Stored data
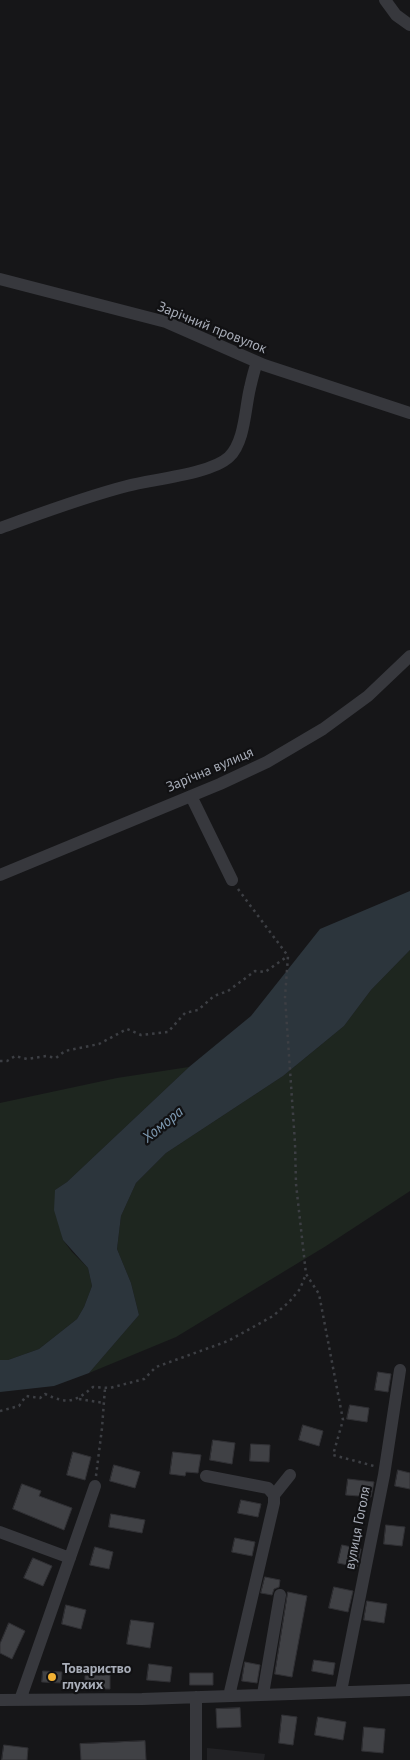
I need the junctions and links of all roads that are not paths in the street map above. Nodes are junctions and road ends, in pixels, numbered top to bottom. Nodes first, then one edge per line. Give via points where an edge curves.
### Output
1 (386, 0) edge
2 (410, 25) edge
3 (0, 279) edge
4 (257, 362) junction
5 (410, 413) edge
6 (0, 528) edge
7 (410, 656) edge
8 (191, 796) junction
9 (0, 875) edge
10 (232, 880) road end
11 (400, 1370) dead end
12 (290, 1475) dead end
13 (206, 1476) dead end
14 (94, 1486) road end
15 (274, 1495) junction
16 (0, 1532) edge
17 (70, 1558) junction
18 (280, 1595) dead end
19 (410, 1690) edge
20 (341, 1691) junction
21 (263, 1694) junction
22 (229, 1696) junction
23 (196, 1697) junction
24 (0, 1700) edge
25 (20, 1700) junction
26 (196, 1760) edge

1 - 2 street via 396,15
3 - 4 street, Зарічний провулок via 166,322
4 - 5 street, Зарічний провулок
4 - 6 street via 245,421 230,457 192,472 78,500
7 - 8 street, Зарічна вулиця via 368,696 324,729 267,762
8 - 9 street, Зарічна вулиця
8 - 10 street
11 - 20 street, вулиця Гоголя via 384,1475
12 - 15 street
13 - 15 street via 268,1488
14 - 17 street
15 - 22 street
16 - 17 street
17 - 25 street
18 - 21 street
19 - 20 street
20 - 21 street
21 - 22 street
22 - 23 street
23 - 25 street
23 - 26 street
24 - 25 street

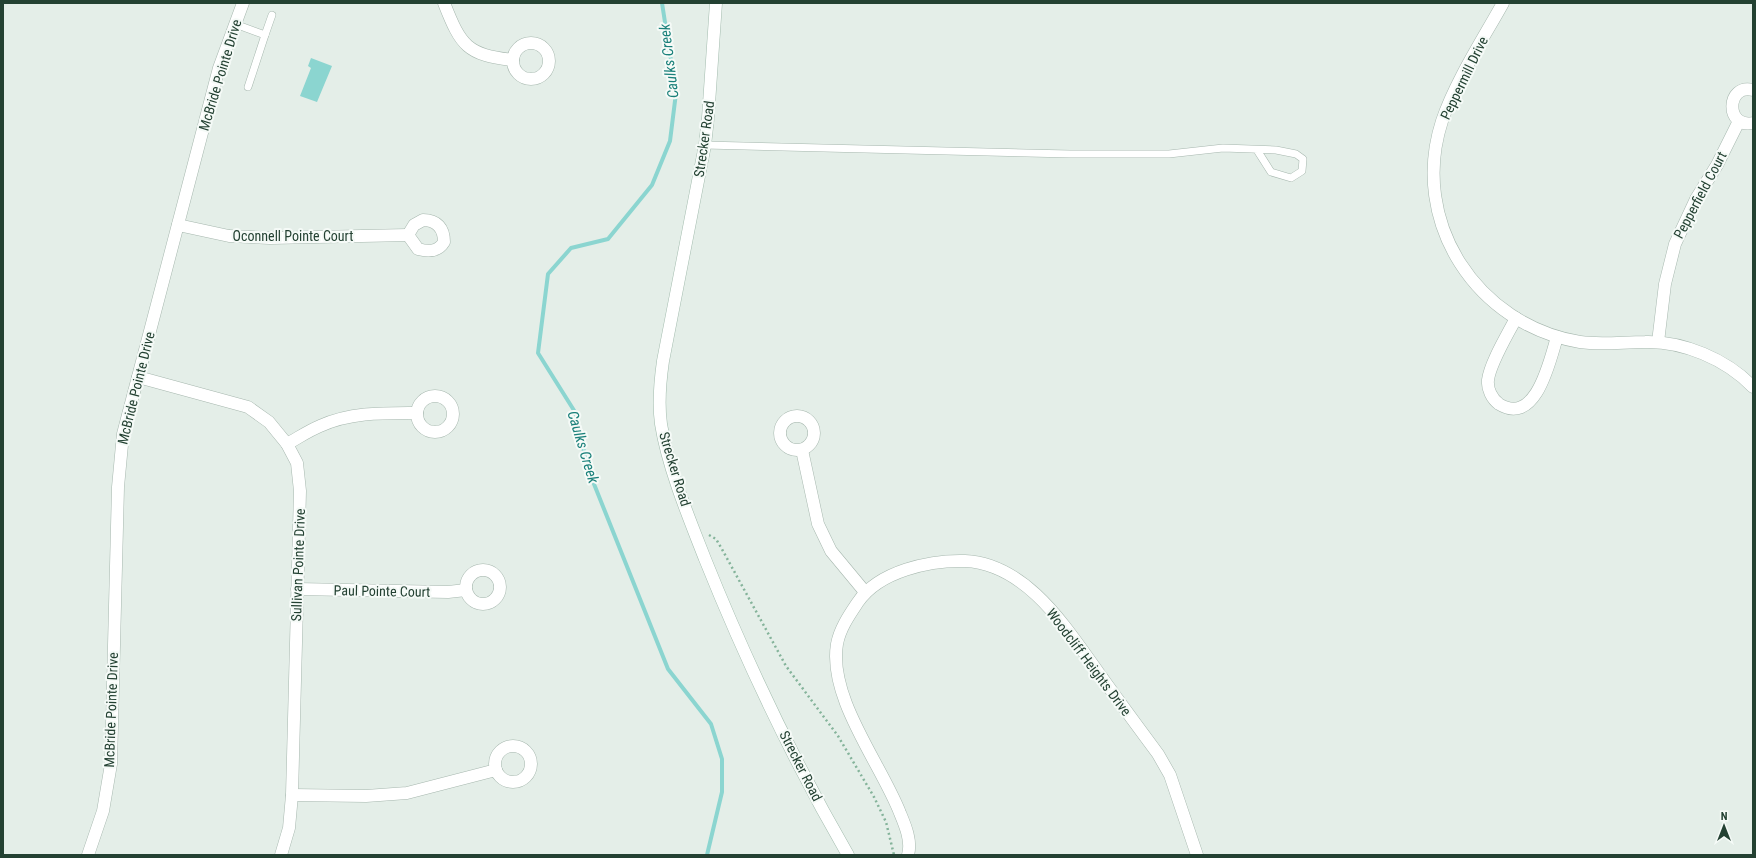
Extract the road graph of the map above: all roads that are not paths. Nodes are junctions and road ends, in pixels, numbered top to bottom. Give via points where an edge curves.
1 (243, 3) edge
2 (444, 3) edge
3 (716, 3) edge
4 (1503, 3) edge
5 (272, 14) dead end
6 (235, 24) junction
7 (265, 35) junction
8 (513, 60) dead end
9 (248, 87) dead end
10 (1753, 90) edge
11 (1739, 121) junction
12 (1753, 123) edge
13 (705, 145) junction
14 (1257, 150) junction
15 (178, 225) junction
16 (408, 236) dead end
17 (1516, 318) junction
18 (1557, 337) junction
19 (1658, 342) junction
20 (138, 377) junction
21 (1753, 387) edge
22 (417, 414) dead end
23 (287, 444) junction
24 (802, 450) dead end
25 (297, 589) junction
26 (466, 590) dead end
27 (865, 592) junction
28 (496, 770) dead end
29 (292, 795) junction
30 (88, 855) edge
31 (281, 855) edge
32 (848, 855) edge
33 (908, 855) edge
34 (1197, 855) edge

1 - 6 street, McBride Pointe Drive
2 - 8 street via 460,38 471,49 483,56
3 - 13 street, Strecker Road
4 - 17 street, Peppermill Drive via 1442,120 1437,140 1434,180 1442,224 1456,258 1486,296
5 - 7 lane
6 - 7 lane
6 - 15 street, McBride Pointe Drive via 219,68
7 - 9 lane
10 - 11 street via 1739,92 1732,101 1732,112
11 - 12 street
11 - 19 street, Pepperfield Court via 1717,165 1696,198 1675,244 1665,284
13 - 14 lane via 1070,154 1169,154 1223,148
13 - 32 street, Strecker Road via 659,389 661,423 666,448 693,529 748,661
14 - 14 lane via 1296,154 1302,159 1302,171 1291,178 1271,172
15 - 16 street, Oconnell Pointe Court via 229,236 270,238
15 - 20 street, McBride Pointe Drive
17 - 18 street, Peppermill Drive
17 - 18 street via 1488,380 1492,396 1505,407 1521,407 1532,400 1549,364
18 - 19 street, Peppermill Drive via 1596,343
19 - 21 street, Peppermill Drive via 1681,346 1703,354 1725,365
20 - 23 street, Sullivan Pointe Drive via 248,407 269,422
20 - 30 street, McBride Pointe Drive via 123,434 118,487 111,764 103,811
22 - 23 street via 366,414 340,419 320,426
23 - 25 street, Sullivan Pointe Drive via 297,463 300,491
24 - 27 street via 818,524 831,551
25 - 26 street, Paul Pointe Court via 448,592
25 - 29 street, Sullivan Pointe Drive
27 - 33 street, Woodcliff Heights Drive via 846,619 837,644 838,675 844,701 897,803 910,848
27 - 34 street, Woodcliff Heights Drive via 889,577 913,567 942,561 967,561 1012,576 1037,595 1060,619 1158,754 1170,775
28 - 29 street via 407,793 366,796
29 - 31 street, Sullivan Pointe Drive via 289,828

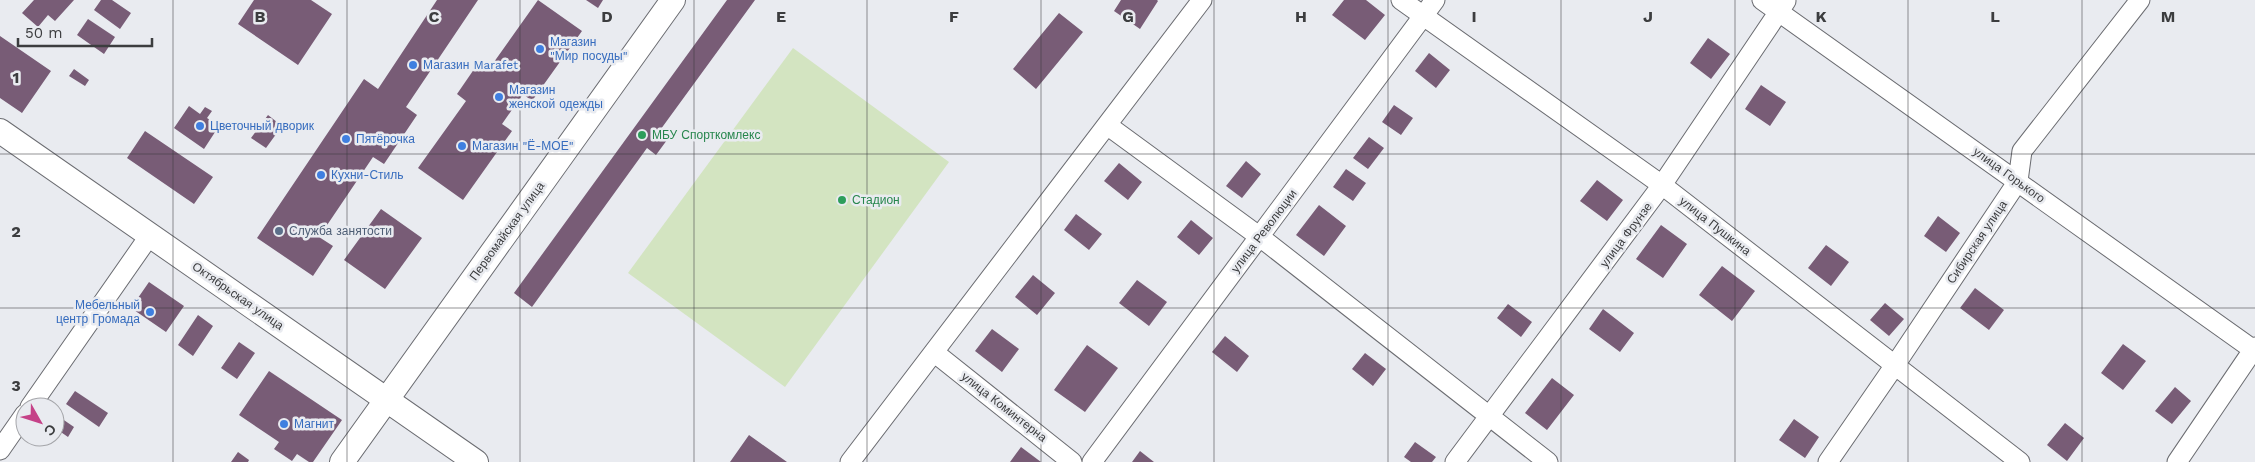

(Task objective): Your output must match the records word for word, apart from the images, which are left out.

(Answer box):
I need the junctions and links of all roads that are not paths in the street map above. Nodes are junctions and road ends, in pixels, numbered top to bottom. Nodes first, then one edge per line. Give via points where an edge curves.
### Output
1 (386, 0) edge
2 (410, 25) edge
3 (0, 279) edge
4 (257, 362) junction
5 (410, 413) edge
6 (0, 528) edge
7 (410, 656) edge
8 (191, 796) junction
9 (0, 875) edge
10 (232, 880) road end
11 (400, 1370) dead end
12 (290, 1475) dead end
13 (206, 1476) dead end
14 (94, 1486) road end
15 (274, 1495) junction
16 (0, 1532) edge
17 (70, 1558) junction
18 (280, 1595) dead end
19 (410, 1690) edge
20 (341, 1691) junction
21 (263, 1694) junction
22 (229, 1696) junction
23 (196, 1697) junction
24 (0, 1700) edge
25 (20, 1700) junction
26 (196, 1760) edge

1 - 2 street via 396,15
3 - 4 street, Зарічний провулок via 166,322
4 - 5 street, Зарічний провулок
4 - 6 street via 245,421 230,457 192,472 78,500
7 - 8 street, Зарічна вулиця via 368,696 324,729 267,762
8 - 9 street, Зарічна вулиця
8 - 10 street
11 - 20 street, вулиця Гоголя via 384,1475
12 - 15 street
13 - 15 street via 268,1488
14 - 17 street
15 - 22 street
16 - 17 street
17 - 25 street
18 - 21 street
19 - 20 street
20 - 21 street
21 - 22 street
22 - 23 street
23 - 25 street
23 - 26 street
24 - 25 street

Extract the road graph of the map above: all roads that are not paths. Nodes are junctions and road ends, in pixels, numbered top to bottom. Give via points where an edge curves.
1 (243, 3) edge
2 (444, 3) edge
3 (716, 3) edge
4 (1503, 3) edge
5 (272, 14) dead end
6 (235, 24) junction
7 (265, 35) junction
8 (513, 60) dead end
9 (248, 87) dead end
10 (1753, 90) edge
11 (1739, 121) junction
12 (1753, 123) edge
13 (705, 145) junction
14 (1257, 150) junction
15 (178, 225) junction
16 (408, 236) dead end
17 (1516, 318) junction
18 (1557, 337) junction
19 (1658, 342) junction
20 (138, 377) junction
21 (1753, 387) edge
22 (417, 414) dead end
23 (287, 444) junction
24 (802, 450) dead end
25 (297, 589) junction
26 (466, 590) dead end
27 (865, 592) junction
28 (496, 770) dead end
29 (292, 795) junction
30 (88, 855) edge
31 (281, 855) edge
32 (848, 855) edge
33 (908, 855) edge
34 (1197, 855) edge

1 - 6 street, McBride Pointe Drive
2 - 8 street via 460,38 471,49 483,56
3 - 13 street, Strecker Road
4 - 17 street, Peppermill Drive via 1442,120 1437,140 1434,180 1442,224 1456,258 1486,296
5 - 7 lane
6 - 7 lane
6 - 15 street, McBride Pointe Drive via 219,68
7 - 9 lane
10 - 11 street via 1739,92 1732,101 1732,112
11 - 12 street
11 - 19 street, Pepperfield Court via 1717,165 1696,198 1675,244 1665,284
13 - 14 lane via 1070,154 1169,154 1223,148
13 - 32 street, Strecker Road via 659,389 661,423 666,448 693,529 748,661
14 - 14 lane via 1296,154 1302,159 1302,171 1291,178 1271,172
15 - 16 street, Oconnell Pointe Court via 229,236 270,238
15 - 20 street, McBride Pointe Drive
17 - 18 street, Peppermill Drive
17 - 18 street via 1488,380 1492,396 1505,407 1521,407 1532,400 1549,364
18 - 19 street, Peppermill Drive via 1596,343
19 - 21 street, Peppermill Drive via 1681,346 1703,354 1725,365
20 - 23 street, Sullivan Pointe Drive via 248,407 269,422
20 - 30 street, McBride Pointe Drive via 123,434 118,487 111,764 103,811
22 - 23 street via 366,414 340,419 320,426
23 - 25 street, Sullivan Pointe Drive via 297,463 300,491
24 - 27 street via 818,524 831,551
25 - 26 street, Paul Pointe Court via 448,592
25 - 29 street, Sullivan Pointe Drive
27 - 33 street, Woodcliff Heights Drive via 846,619 837,644 838,675 844,701 897,803 910,848
27 - 34 street, Woodcliff Heights Drive via 889,577 913,567 942,561 967,561 1012,576 1037,595 1060,619 1158,754 1170,775
28 - 29 street via 407,793 366,796
29 - 31 street, Sullivan Pointe Drive via 289,828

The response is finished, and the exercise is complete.